- [Exercise]:
Your answer must be the full listing below, restated word for word, with no pictures in it.

- [Data supplied]:
•••

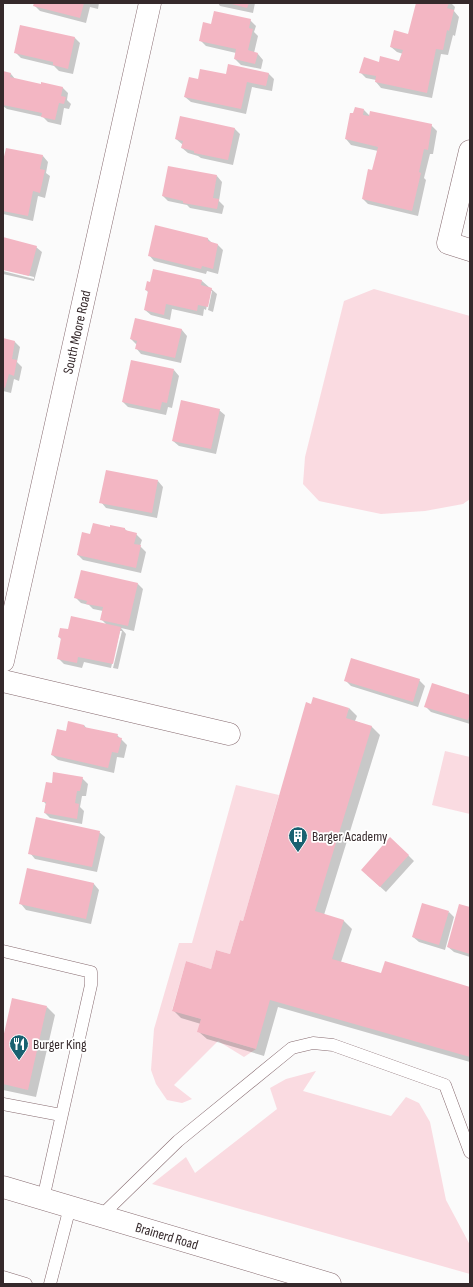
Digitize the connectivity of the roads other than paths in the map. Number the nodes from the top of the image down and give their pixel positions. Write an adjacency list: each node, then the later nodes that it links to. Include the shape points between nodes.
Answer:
1 (150, 3): 4 (main road, South Moore Road)
2 (470, 151): 3 (main road, via 448,243)
3 (470, 250)
4 (3, 661)
5 (3, 680): 6 (main road)
6 (229, 734)
7 (3, 951): 9 (lane, via 91,972 91,985)
8 (3, 1104): 9 (lane)
9 (61, 1115): 12 (lane)
10 (470, 1152): 14 (lane, via 445,1085 333,1045 313,1043 292,1048 258,1074 178,1141)
11 (3, 1187): 12 (main road, Brainerd Road)
12 (43, 1199): 13 (main road, Brainerd Road)
13 (70, 1207): 14 (main road, Brainerd Road); 17 (lane)
14 (101, 1216): 18 (main road, Brainerd Road)
15 (3, 1277): 16 (lane)
16 (26, 1284)
17 (50, 1284)
18 (330, 1284)

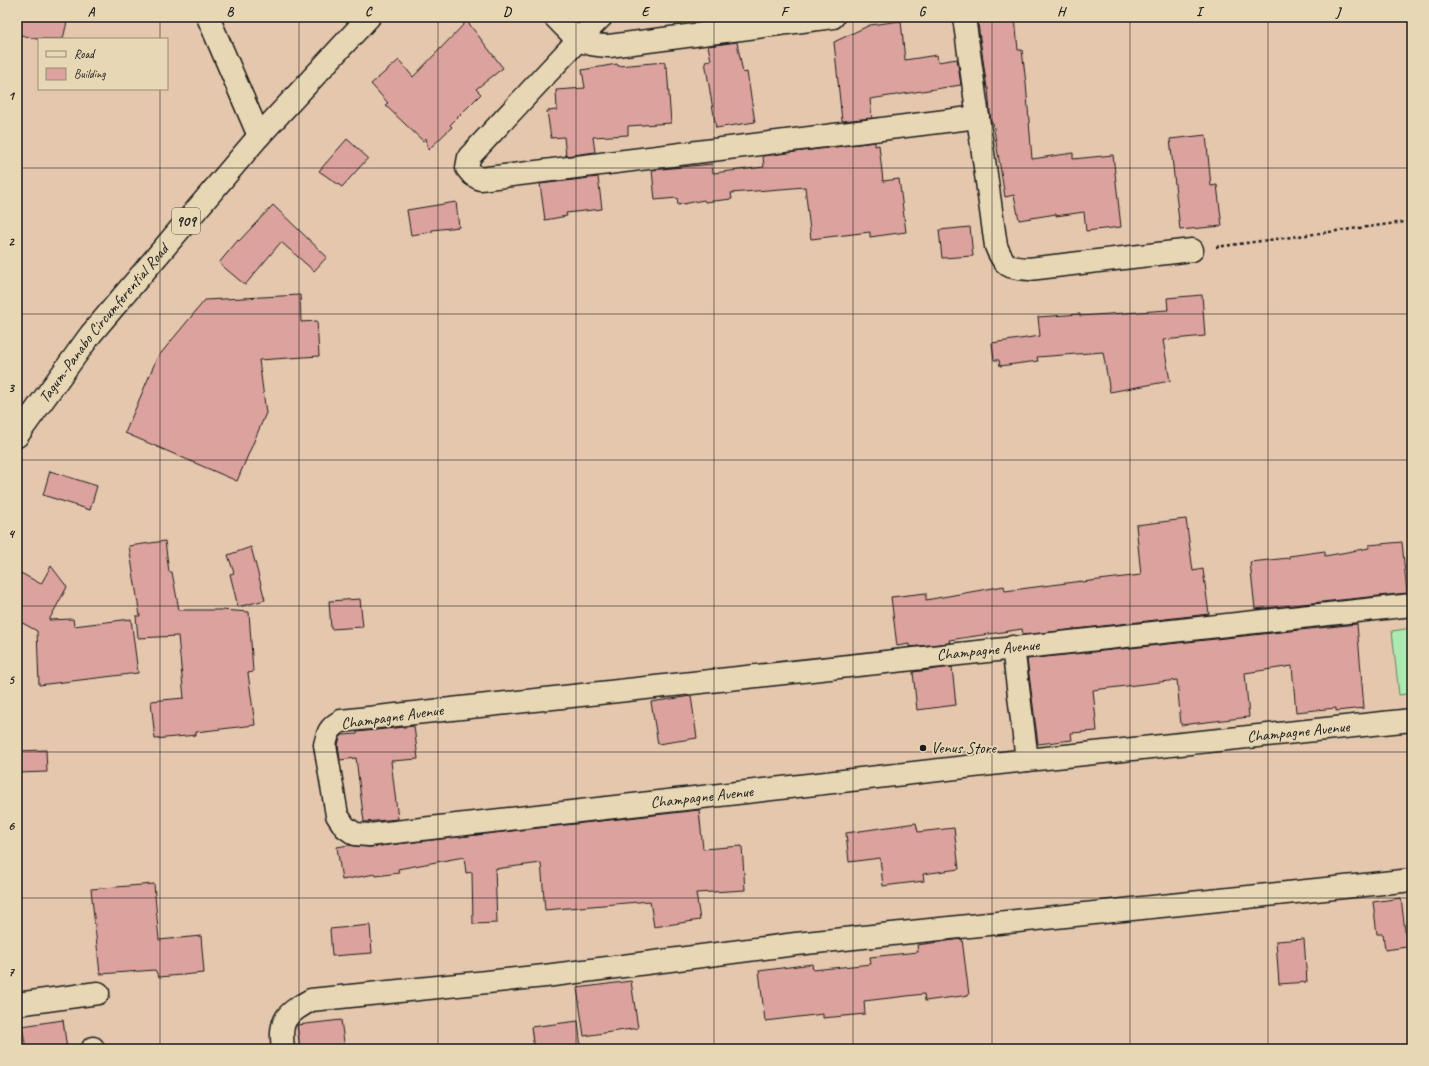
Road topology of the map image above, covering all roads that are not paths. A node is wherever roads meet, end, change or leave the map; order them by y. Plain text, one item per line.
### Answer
1 (208, 17) edge
2 (369, 17) edge
3 (555, 17) edge
4 (601, 17) edge
5 (833, 17) edge
6 (964, 17) edge
7 (578, 40) junction
8 (978, 116) junction
9 (259, 136) junction
10 (1192, 250) road end
11 (17, 436) edge
12 (1412, 605) edge
13 (1013, 647) junction
14 (1412, 720) edge
15 (1027, 760) junction
16 (1412, 880) edge
17 (98, 993) dead end
18 (17, 1004) edge
19 (283, 1049) edge

1 - 9 street
2 - 9 street, Tagum-Panabo Circumferential Road / 909
3 - 7 street
4 - 7 street
5 - 7 street
6 - 8 street
7 - 8 street
8 - 10 street
9 - 11 street, Tagum-Panabo Circumferential Road / 909
12 - 13 street, Champagne Avenue
13 - 15 street
13 - 15 street, Champagne Avenue
14 - 15 street, Champagne Avenue
16 - 19 street
17 - 18 street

•••

- [Reply]:
Digitize the connectivity of the roads other than paths in the map. Number the nodes from the top of the image down and give their pixel positions. Write an adjacency list: each node, then the later nodes that it links to. Include the shape points between nodes.
Answer:
1 (150, 3): 4 (main road, South Moore Road)
2 (470, 151): 3 (main road, via 448,243)
3 (470, 250)
4 (3, 661)
5 (3, 680): 6 (main road)
6 (229, 734)
7 (3, 951): 9 (lane, via 91,972 91,985)
8 (3, 1104): 9 (lane)
9 (61, 1115): 12 (lane)
10 (470, 1152): 14 (lane, via 445,1085 333,1045 313,1043 292,1048 258,1074 178,1141)
11 (3, 1187): 12 (main road, Brainerd Road)
12 (43, 1199): 13 (main road, Brainerd Road)
13 (70, 1207): 14 (main road, Brainerd Road); 17 (lane)
14 (101, 1216): 18 (main road, Brainerd Road)
15 (3, 1277): 16 (lane)
16 (26, 1284)
17 (50, 1284)
18 (330, 1284)

Road topology of the map image above, covering all roads that are not paths. A node is wherever roads meet, end, change or leave the map; order them by y. Plain text, one item per line.
### Answer
1 (208, 17) edge
2 (369, 17) edge
3 (555, 17) edge
4 (601, 17) edge
5 (833, 17) edge
6 (964, 17) edge
7 (578, 40) junction
8 (978, 116) junction
9 (259, 136) junction
10 (1192, 250) road end
11 (17, 436) edge
12 (1412, 605) edge
13 (1013, 647) junction
14 (1412, 720) edge
15 (1027, 760) junction
16 (1412, 880) edge
17 (98, 993) dead end
18 (17, 1004) edge
19 (283, 1049) edge

1 - 9 street
2 - 9 street, Tagum-Panabo Circumferential Road / 909
3 - 7 street
4 - 7 street
5 - 7 street
6 - 8 street
7 - 8 street
8 - 10 street
9 - 11 street, Tagum-Panabo Circumferential Road / 909
12 - 13 street, Champagne Avenue
13 - 15 street
13 - 15 street, Champagne Avenue
14 - 15 street, Champagne Avenue
16 - 19 street
17 - 18 street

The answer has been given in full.